**Source data**:
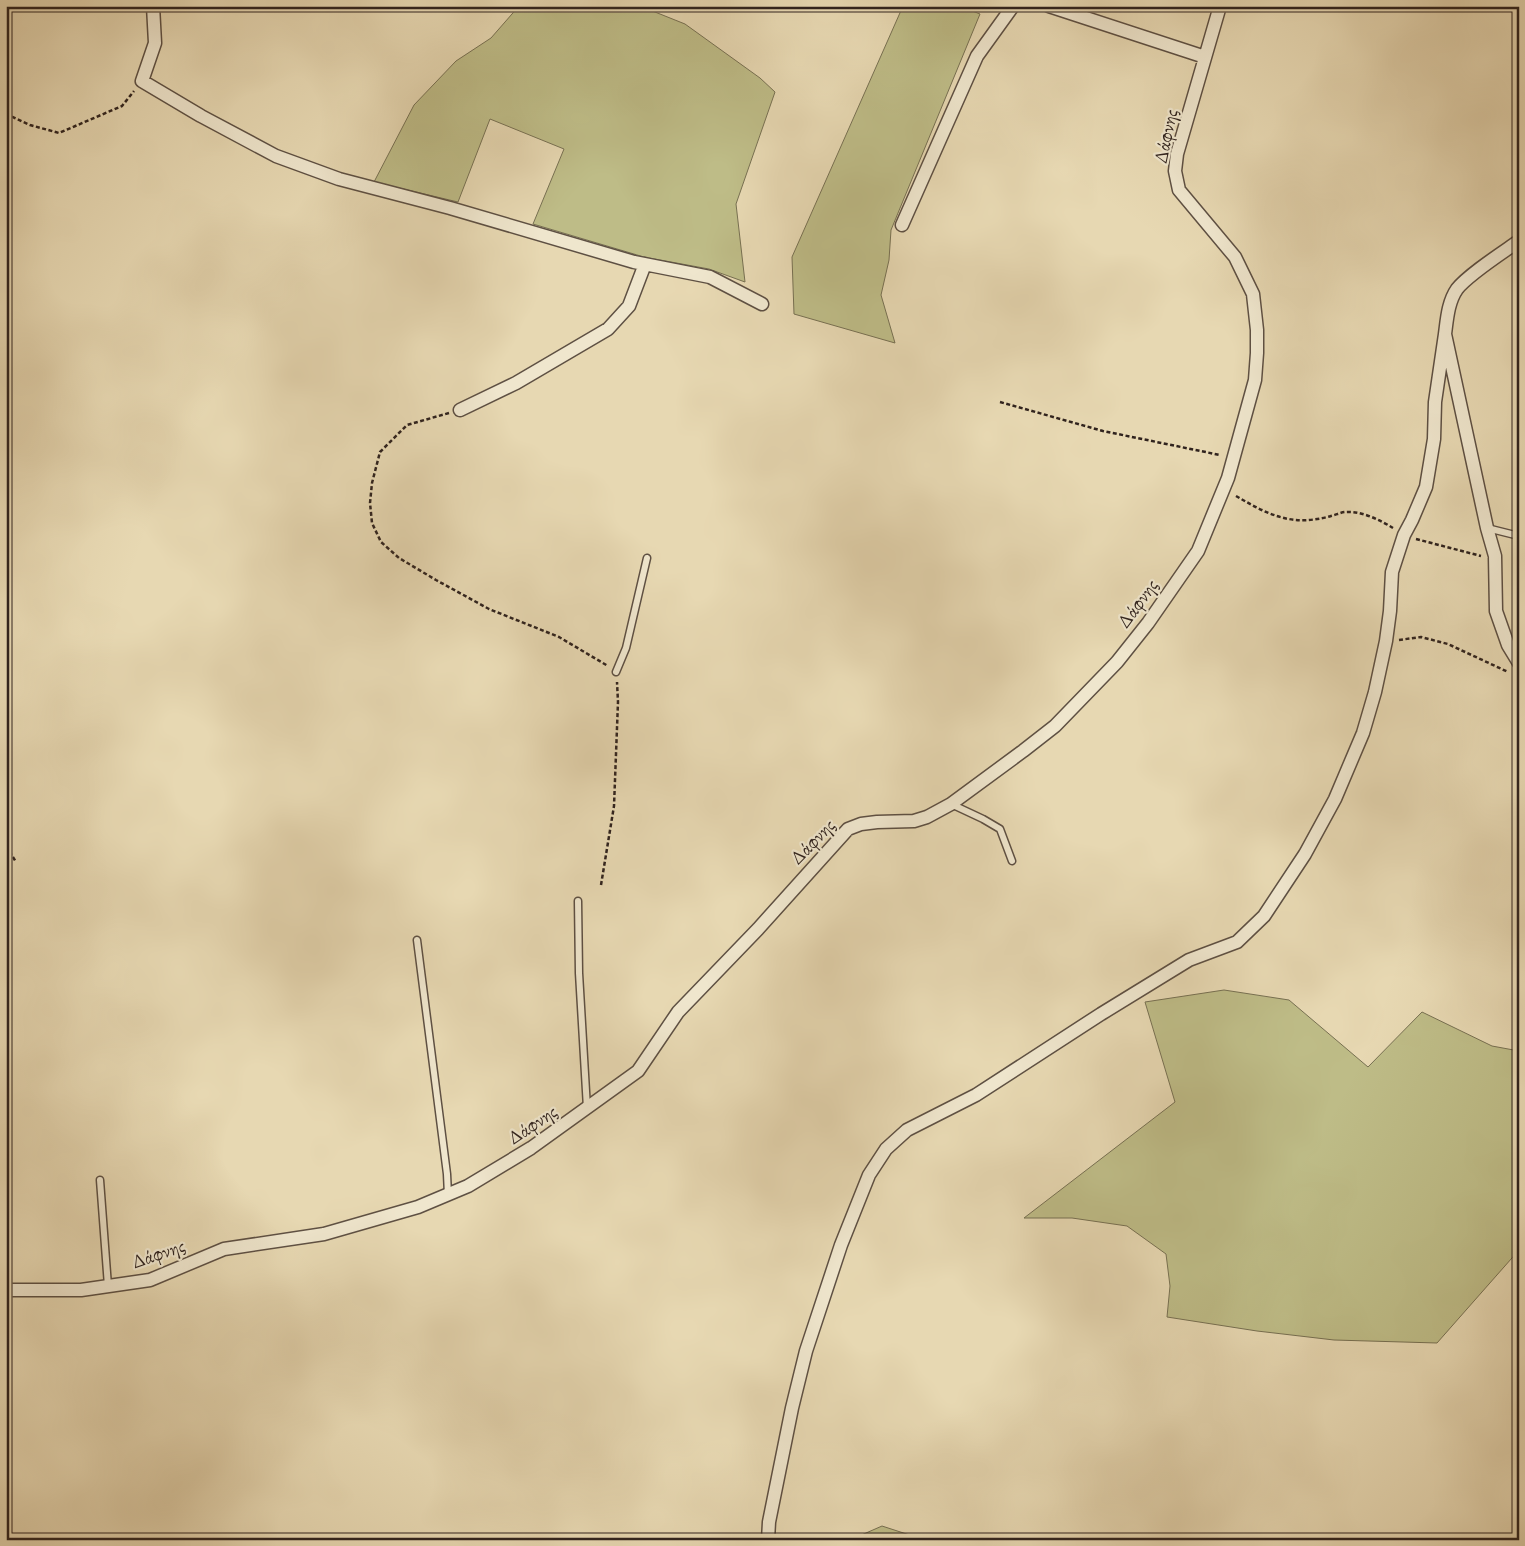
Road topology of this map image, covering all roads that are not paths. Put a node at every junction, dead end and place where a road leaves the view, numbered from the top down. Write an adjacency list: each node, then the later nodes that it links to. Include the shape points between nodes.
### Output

---

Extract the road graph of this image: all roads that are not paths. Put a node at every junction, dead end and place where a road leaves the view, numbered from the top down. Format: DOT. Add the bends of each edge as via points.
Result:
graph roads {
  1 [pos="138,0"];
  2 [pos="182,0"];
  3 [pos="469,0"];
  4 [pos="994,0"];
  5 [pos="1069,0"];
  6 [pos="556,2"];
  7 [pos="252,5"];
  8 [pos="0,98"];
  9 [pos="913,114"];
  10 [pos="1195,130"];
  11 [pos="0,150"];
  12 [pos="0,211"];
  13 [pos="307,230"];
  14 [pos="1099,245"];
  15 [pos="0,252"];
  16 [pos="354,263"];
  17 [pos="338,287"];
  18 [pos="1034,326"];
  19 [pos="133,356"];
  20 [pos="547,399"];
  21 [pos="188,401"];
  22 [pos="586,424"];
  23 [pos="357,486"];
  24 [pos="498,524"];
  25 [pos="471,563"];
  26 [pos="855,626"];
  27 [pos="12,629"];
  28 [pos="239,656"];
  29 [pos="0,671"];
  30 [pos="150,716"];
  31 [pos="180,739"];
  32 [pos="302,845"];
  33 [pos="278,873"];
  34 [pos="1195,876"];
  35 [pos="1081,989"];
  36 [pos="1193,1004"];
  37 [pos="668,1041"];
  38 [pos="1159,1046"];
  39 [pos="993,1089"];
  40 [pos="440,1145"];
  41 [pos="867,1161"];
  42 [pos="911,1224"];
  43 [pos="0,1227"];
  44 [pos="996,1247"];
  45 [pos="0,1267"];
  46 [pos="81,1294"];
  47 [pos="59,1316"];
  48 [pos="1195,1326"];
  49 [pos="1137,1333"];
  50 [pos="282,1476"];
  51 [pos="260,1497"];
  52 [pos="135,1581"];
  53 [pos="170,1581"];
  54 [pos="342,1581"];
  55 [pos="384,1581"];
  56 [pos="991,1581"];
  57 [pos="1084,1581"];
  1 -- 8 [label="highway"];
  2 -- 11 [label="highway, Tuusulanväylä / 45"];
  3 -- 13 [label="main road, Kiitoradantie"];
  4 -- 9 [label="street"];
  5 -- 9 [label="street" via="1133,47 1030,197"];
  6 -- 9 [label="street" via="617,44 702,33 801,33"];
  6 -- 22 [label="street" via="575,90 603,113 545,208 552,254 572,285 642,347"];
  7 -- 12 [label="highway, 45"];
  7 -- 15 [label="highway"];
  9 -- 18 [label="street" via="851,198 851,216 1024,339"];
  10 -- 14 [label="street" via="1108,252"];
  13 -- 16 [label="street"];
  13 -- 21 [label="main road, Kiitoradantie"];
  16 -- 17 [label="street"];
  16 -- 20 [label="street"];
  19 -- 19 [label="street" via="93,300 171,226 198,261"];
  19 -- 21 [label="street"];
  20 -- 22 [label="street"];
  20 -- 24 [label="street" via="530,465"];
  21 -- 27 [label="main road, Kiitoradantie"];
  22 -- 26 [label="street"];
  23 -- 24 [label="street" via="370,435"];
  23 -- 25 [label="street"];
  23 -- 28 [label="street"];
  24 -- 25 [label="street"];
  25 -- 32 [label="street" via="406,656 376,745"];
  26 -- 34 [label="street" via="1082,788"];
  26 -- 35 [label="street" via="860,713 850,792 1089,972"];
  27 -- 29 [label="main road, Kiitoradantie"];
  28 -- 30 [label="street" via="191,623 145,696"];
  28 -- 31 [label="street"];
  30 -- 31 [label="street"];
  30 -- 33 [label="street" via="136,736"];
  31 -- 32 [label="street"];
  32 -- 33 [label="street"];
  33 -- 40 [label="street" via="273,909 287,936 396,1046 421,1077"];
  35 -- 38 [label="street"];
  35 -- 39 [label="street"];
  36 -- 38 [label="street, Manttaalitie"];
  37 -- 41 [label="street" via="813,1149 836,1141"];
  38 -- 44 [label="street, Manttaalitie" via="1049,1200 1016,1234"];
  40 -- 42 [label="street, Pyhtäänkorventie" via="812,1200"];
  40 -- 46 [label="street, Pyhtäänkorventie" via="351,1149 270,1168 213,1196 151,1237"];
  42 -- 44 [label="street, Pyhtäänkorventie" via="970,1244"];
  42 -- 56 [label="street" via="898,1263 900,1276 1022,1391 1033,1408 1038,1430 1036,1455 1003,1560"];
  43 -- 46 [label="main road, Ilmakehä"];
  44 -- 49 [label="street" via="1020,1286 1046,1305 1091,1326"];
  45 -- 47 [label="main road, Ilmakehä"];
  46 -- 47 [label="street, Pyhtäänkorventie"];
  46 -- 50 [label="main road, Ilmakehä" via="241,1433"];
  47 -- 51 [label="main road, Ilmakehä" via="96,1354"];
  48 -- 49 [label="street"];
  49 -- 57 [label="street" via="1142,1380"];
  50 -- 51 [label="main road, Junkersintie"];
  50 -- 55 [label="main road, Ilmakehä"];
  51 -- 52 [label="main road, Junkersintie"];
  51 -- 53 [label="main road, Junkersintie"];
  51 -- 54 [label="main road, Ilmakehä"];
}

**Activity**:
Report all lines above with "that".

**Response area**:
Road topology of this map image, covering all roads that are not paths. Put a node at every junction, dead end and place where a road leaves the view, numbered from the top down. Write an adjacency list: each node, then the later nodes that it links to. Include the shape points between nodes.
Extract the road graph of this image: all roads that are not paths. Put a node at every junction, dead end and place where a road leaves the view, numbered from the top down. Format: DOT. Add the bends of each edge as via points.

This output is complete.